Se, de fato, fundamentalismo religioso e regimes totalitários existem no mundo árabe, a Jordânia foi um contraexemplo que  prontamente me impressionou. Como um dos países do Levante, limitado a oeste por Palestina e Israel e a norte pela Síria, regiões de longo histórico de conflitos, a Jordânia consegue se manter bastante pacífica. A capital Amã é uma cidade de população educada, ruas organizadas e renda média e alta. A liberdade religiosa existe, há um considerável número de cristãos. Muitas mulheres andam sem cobrir os cabelos, e as que cobrem todo o rosto são extremamente raras - provavelmente, estrangeiras de alguma das outras muitas nações árabes. Quando o sol forte baixa, as ruas são preenchidas por clima de animação e relaxamento, ficam cheias e podemos nos sentir seguros a qualquer momento. A população é solícita, gostam de saber sobre nós, é fácil obter informações em inglês. Os temerosos vendedores de lembrancinhas com incríveis habilidades de negócio nos abordam, mas sem assédio, respeitando nosso espaço e nossas decisões.

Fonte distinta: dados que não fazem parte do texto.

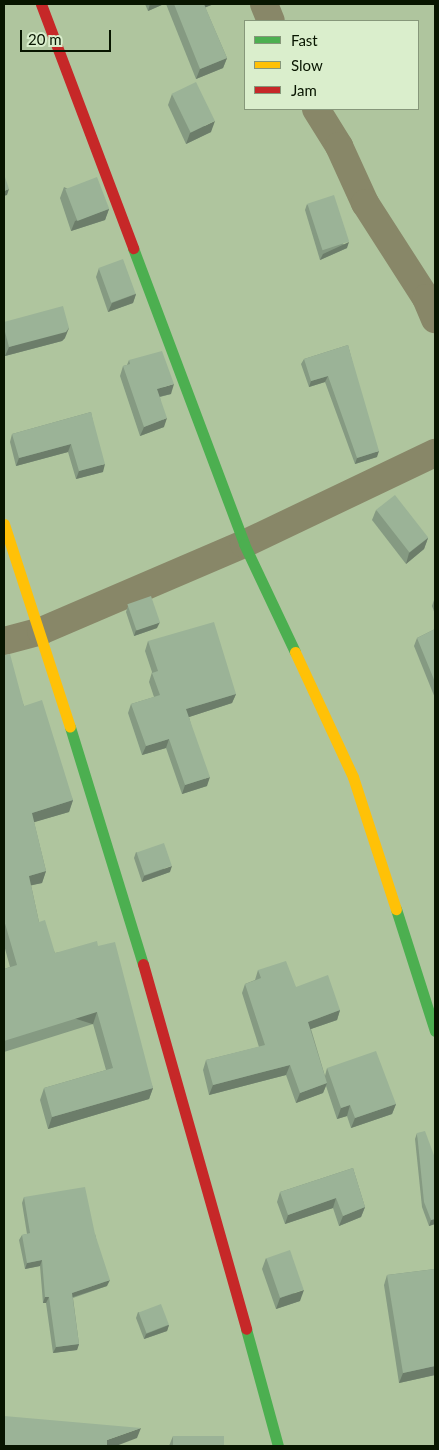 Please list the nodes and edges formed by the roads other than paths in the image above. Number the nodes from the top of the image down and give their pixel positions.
1 (41, 4) edge
2 (264, 4) edge
3 (271, 20) edge
4 (317, 110) edge
5 (435, 319) edge
6 (435, 453) edge
7 (4, 524) edge
8 (244, 544) junction
9 (41, 631) junction
10 (4, 641) edge
11 (435, 1031) edge
12 (278, 1446) edge

1 - 8 street
2 - 3 street
4 - 5 street
6 - 8 street
7 - 9 street
8 - 9 street
8 - 11 street
9 - 10 street
9 - 12 street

A população é extremamente religiosa. A religiosidade cria um vínculo forte entre o homem e a terra, faz aflorar um anseio por fartura e uma necessidade de humildade. Essa humildade é intrínseca a um povo habituado viver em regiões desérticas, em que o plantio e a criação de animais é tão difícil que muitas vezes obriga ao povo a necessidade do nomadismo. A fartura existe pelas mesmas razões, provém da inventividade necessária a todos que, de maneira determinística, vivem em lugares inóspitos. A paisagem cor de terra, com pouco verde, contrasta com luxuosíssimos e coloridos artigos de decoração, tecidos, tapetes e mosaicos. Os momentos de refeição são quando fartura e humildade se encontram. Minha passagem pela Jordânia foi em período de Ramadã, em que os muçulmanos jejuam voluntariamente como uma renovação da fé e vivência profunda de irmandade e dos valores da vida familiar. Eles valorizam muito o estar junto, e o fazem em grandes banquetes, com abundância de comida. Enquanto houver luz do dia, eles se privam de comer. Quando o sol se põe, as famílias já estão reunidas para celebrar os valores mais simples da vida, ao passo que a comida é reposta tantas vezes quanto necessário pela madrugada adentro.

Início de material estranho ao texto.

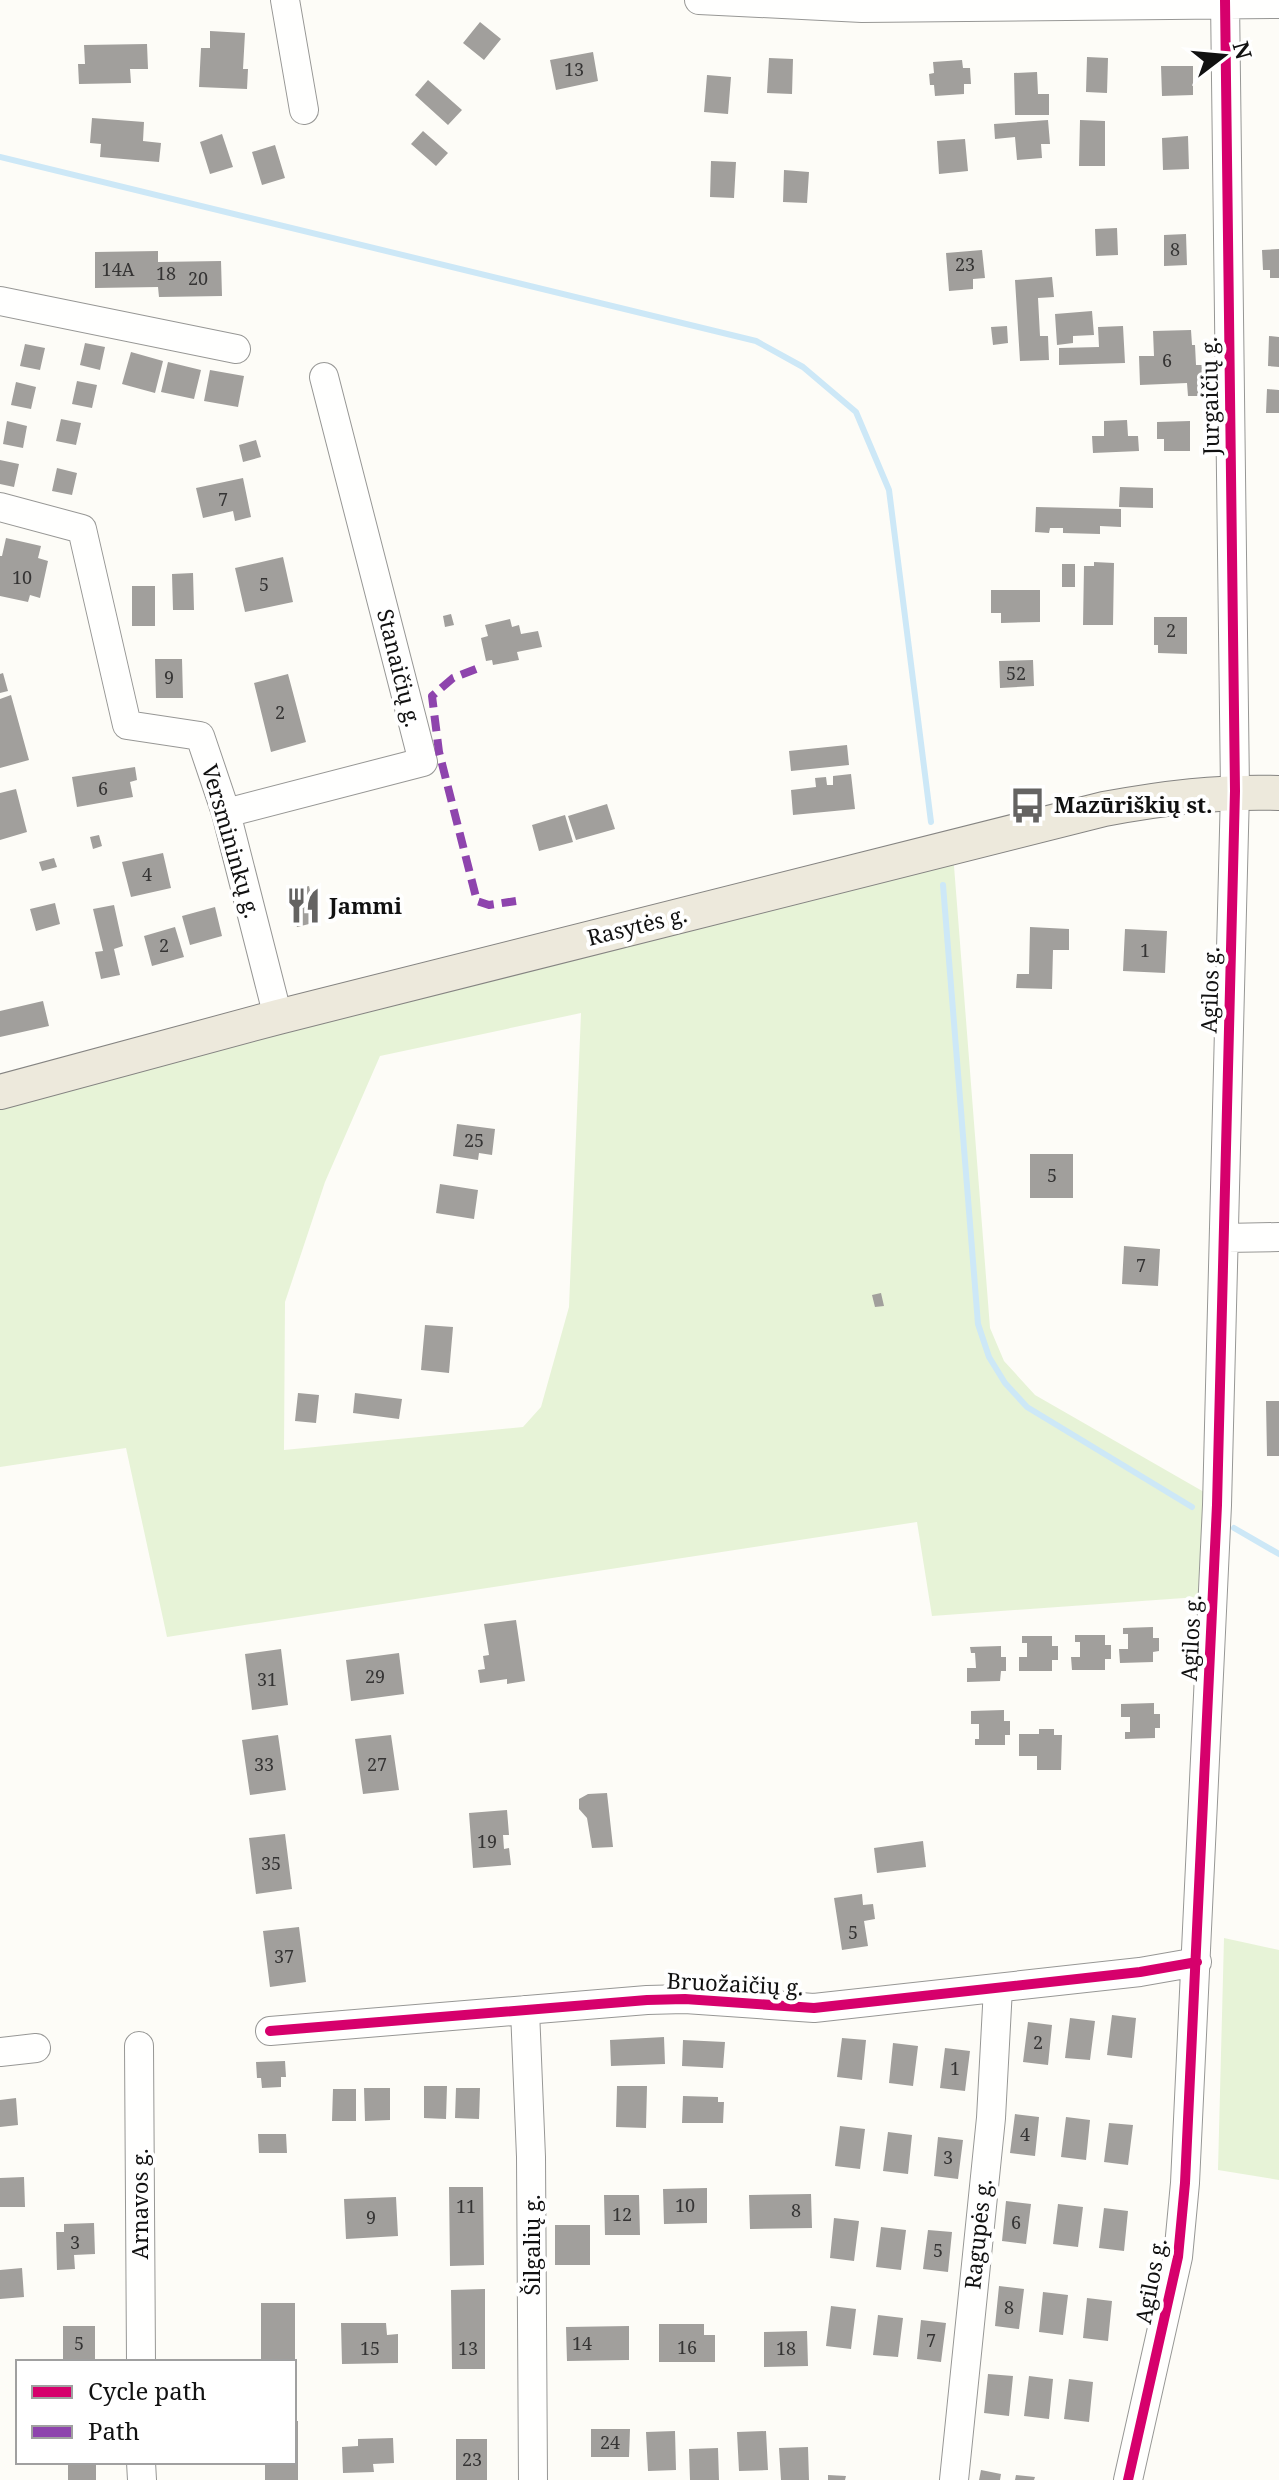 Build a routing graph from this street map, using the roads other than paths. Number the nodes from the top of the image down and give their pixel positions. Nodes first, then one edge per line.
1 (285, 0) edge
2 (699, 0) edge
3 (1225, 3) edge
4 (1279, 4) edge
5 (304, 110) dead end
6 (0, 301) edge
7 (236, 349) dead end
8 (324, 377) dead end
9 (0, 507) edge
10 (1235, 791) junction
11 (1279, 793) edge
12 (226, 813) junction
13 (278, 1017) junction
14 (0, 1092) edge
15 (1279, 1237) edge
16 (1224, 1238) junction
17 (1197, 1962) junction
18 (998, 1988) junction
19 (525, 2010) junction
20 (270, 2031) dead end
21 (139, 2046) dead end
22 (36, 2048) dead end
23 (0, 2052) edge
24 (141, 2360) edge
25 (533, 2480) edge
26 (954, 2480) edge
27 (1128, 2480) edge

1 - 5 street
2 - 3 street
3 - 4 street
3 - 10 street, Jurgaičių g.
6 - 7 street
8 - 12 street, Stanaičių g.
9 - 12 street, Versmininkų g.
10 - 11 main road, Rasytės g.
10 - 13 main road, Rasytės g.
10 - 16 street, Agilos g.
12 - 13 street, Versmininkų g.
13 - 14 main road, Rasytės g.
15 - 16 street
16 - 17 street, Agilos g.
17 - 18 street, Bruožaičių g.
17 - 27 street, Agilos g.
18 - 19 street, Bruožaičių g.
18 - 26 street, Ragupės g.
19 - 20 street, Bruožaičių g.
19 - 25 street, Šilgalių g.
21 - 24 street, Arnavos g.
22 - 23 street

É um imenso aprendizado. Mesmo os momentos de lazer e de celebração expõem diferenças entre nós e eles. Em uma sociedade que não consome álcool, são motivos muito mais íntimos e profundos que fazem as pessoas se reunirem em volta de uma mesa. Em comum, contudo, entre nós, eles e todos os demais seres humanos, está o amor pelo Sol, que nasce para todos e em todos os lugares do mundo, fazendo flores desabrocharem, nos protegendo da escuridão. Em comum está o fato de querermos chegar a lugares onde o Sol nasce mais belo para nós. Assim como os árabes dos quais descendo foram para o Brasil por motivos de perseguição religiosa, muitos árabes saem em busca de melhor educação e melhores condições de vida e trabalho. Muitos deles conheci na Europa, hora em universidades de ponta, hora marginalizados nas ruas. Muitos deixam os desertos do mundo árabe, mas continuam vivendo no deserto do preconceito e da intolerância nos lugares para onde emigram. São pessoas como nós, buscando simplesmente seu lugar ao Sol. Cabe a nós recebê-los, compreendê-los e aceitá-los. No fundo o que diferencia a cultura árabe-islâmica da cristã-ocidental é a interpretação que fazemos das escrituras sagradas. O que de grande valor a Jordânia me ensinou é que, sem abdicar de nossa fé, é possível interpretar tais escrituras de maneiras mais inclusivas e tolerantes, sem que precisemos seguir uma cartilha de conduta em todas as pequenas tarefas de nossas vidas, sem que nenhum direito seja reprimido por causa de qualquer tipo de discriminação. Isso já acontece pelo menos em partes do mundo árabe.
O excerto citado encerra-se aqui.